After days of surf far too large, I finally have a chance to get in again. There are strong rips that I use to help get me out back. No one else is in and as the first set waves roll in I can see why – they are HUGE! The first set wave breaks right on top of me, never a comfortable place to be. I duck dive underneath only to get tumbled. Surfacing to the unpleasant sight of an ever bigger wave breaking ahead of me I dive under again.
This time I was tumbled with that ferocity only Mother Nature effortlessly produces. My efforts are now far more concerted and I’m clinging onto my board for buoyancy, which duly bounces off my head and face! Relieved to come to the surface there is a break in the waves. I catch my breath long enough to notice I have drifted disconcertingly close to a lobster pot line I definitely don’t want to get caught in. More Set Waves. Surfacing I see I am now uncomfortably close to a large rock outcrop in the middle of the sea which may be beautiful in the eyes of those on the beach, but less so from out here! My heart thumping I decide my survival depends on getting back to the beach. I could have kissed the sand when I made it back. Despite scaring myself I am thankful for putting myself outside of my comfort zone, for whatever reason or mistake I made in getting out there, for my body mind and energy learnt from the experience. It will make future experiences easier.

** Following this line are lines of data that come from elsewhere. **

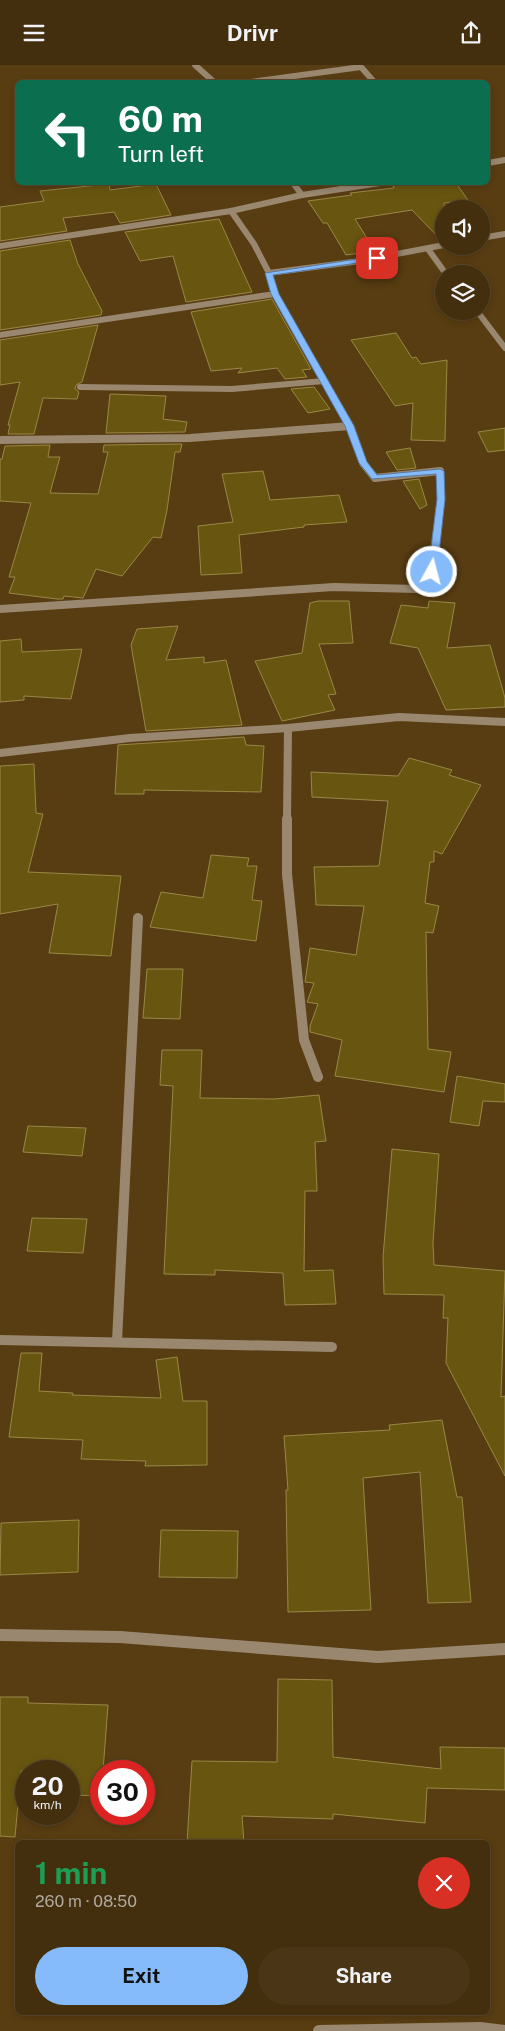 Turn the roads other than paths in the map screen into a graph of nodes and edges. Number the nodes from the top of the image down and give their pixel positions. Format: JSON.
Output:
{"nodes":[{"id":1,"x":195,"y":65,"type":"edge"},
{"id":2,"x":212,"y":80,"type":"edge"},
{"id":3,"x":265,"y":80,"type":"edge"},
{"id":4,"x":373,"y":80,"type":"edge"},
{"id":5,"x":505,"y":160,"type":"edge"},
{"id":6,"x":490,"y":163,"type":"edge"},
{"id":7,"x":294,"y":185,"type":"edge"},
{"id":8,"x":367,"y":185,"type":"edge"},
{"id":9,"x":302,"y":195,"type":"junction"},
{"id":10,"x":231,"y":211,"type":"junction"},
{"id":11,"x":505,"y":234,"type":"edge"},
{"id":12,"x":490,"y":236,"type":"edge"},
{"id":13,"x":0,"y":246,"type":"edge"},
{"id":14,"x":435,"y":247,"type":"edge"},
{"id":15,"x":428,"y":249,"type":"junction"},
{"id":16,"x":440,"y":265,"type":"edge"},
{"id":17,"x":269,"y":273,"type":"junction"},
{"id":18,"x":275,"y":294,"type":"junction"},
{"id":19,"x":484,"y":320,"type":"edge"},
{"id":20,"x":0,"y":335,"type":"edge"},
{"id":21,"x":505,"y":349,"type":"edge"},
{"id":22,"x":324,"y":381,"type":"junction"},
{"id":23,"x":80,"y":387,"type":"dead end"},
{"id":24,"x":350,"y":426,"type":"junction"},
{"id":25,"x":0,"y":440,"type":"edge"},
{"id":26,"x":0,"y":609,"type":"edge"},
{"id":27,"x":505,"y":722,"type":"edge"},
{"id":28,"x":288,"y":728,"type":"junction"},
{"id":29,"x":0,"y":753,"type":"edge"},
{"id":30,"x":138,"y":918,"type":"dead end"},
{"id":31,"x":318,"y":1077,"type":"dead end"},
{"id":32,"x":0,"y":1340,"type":"edge"},
{"id":33,"x":117,"y":1341,"type":"junction"},
{"id":34,"x":332,"y":1347,"type":"dead end"},
{"id":35,"x":0,"y":1635,"type":"edge"},
{"id":36,"x":505,"y":1649,"type":"edge"},
{"id":37,"x":319,"y":2031,"type":"edge"},
{"id":38,"x":505,"y":2031,"type":"edge"}],
"edges":[{"from":1,"to":2,"type":"street"},
{"from":3,"to":4,"type":"street"},
{"from":5,"to":6,"type":"street"},
{"from":7,"to":9,"type":"street"},
{"from":8,"to":9,"type":"street"},
{"from":9,"to":10,"type":"street"},
{"from":10,"to":13,"type":"street"},
{"from":10,"to":17,"type":"street"},
{"from":11,"to":12,"type":"street"},
{"from":14,"to":15,"type":"street"},
{"from":15,"to":16,"type":"street"},
{"from":15,"to":17,"type":"street"},
{"from":17,"to":18,"type":"street"},
{"from":18,"to":20,"type":"street"},
{"from":18,"to":22,"type":"street"},
{"from":19,"to":21,"type":"street"},
{"from":22,"to":23,"type":"street"},
{"from":22,"to":24,"type":"street"},
{"from":24,"to":25,"type":"street"},
{"from":24,"to":26,"type":"street"},
{"from":27,"to":28,"type":"street"},
{"from":28,"to":29,"type":"street"},
{"from":28,"to":31,"type":"street"},
{"from":30,"to":33,"type":"street"},
{"from":32,"to":33,"type":"street"},
{"from":33,"to":34,"type":"street"},
{"from":35,"to":36,"type":"street"},
{"from":37,"to":38,"type":"street"}]}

Edu, Camille, Rene Mike Sarah and I decide its time to travel south to Sidi Ifni for Souk (market) day.
We will take the opportunity to do an evening performance with music dancing and fire show – filmmakers Mike and Rene will document the experience. Sidi Ifni is arguably the entrance to the Sahara. Formerly a strategically important fort it still has a frontier town feel. We set up at the market and wait dusk to perform in front of Mike and Rene’s truck. Edu and Camile light the musical flame with Latino tunes as Sarah makes rings of hula-hoop fire – a beautiful spectacle. A fire breathing part finishes my rope dart and fire juggling part. Unable to find Paraffin we use a substitute somewhere between paraffin and white spirit in constitution and heat of flame – a decision instantly regretted as I put it in my mouth with the immediate sensation that my mouth was being dissolved. I think I will be in trouble with the dentist. Not recommended. 100 or so blank faced Moroccans observe tentatively. They seem to really enjoy the show despite the impressionless faces!
As we pack up and chat to the inquisitive audience an unmarked car pulls up and out jumps a portly balding man who charges at us like a goaded bull. Instantly demanding passports and evidence of our authorisation for making ‘spectacular’ – nice of him to say so. Cautiously hesitant to hand over passports to this angry plain clothed person who might or might not be police we delay giving original passports opting sensibly instead for copies of our passports – serving as a red rag! With the arrival of the very pleasant uniformed police – who by the way have been excellent throughout Morocco – ID is given, we are cautioned, told not to stay here and sent on our way towards the fateful beach.
This too-good-to-be-true park up right on the beach inevitably is. On our first night there, whilst sleeping above the vehicle, our locks are picked and backpacks removed. Despite the loss of possessions and subsequent time at the police station, our love for the Moroccan people and country is unwavered. By far, more safe than otherwise. Whilst some possessions have gone our happiness has not. We return to Mirleft and prepare for the next stage in the Moroccan adventure; The Sahara!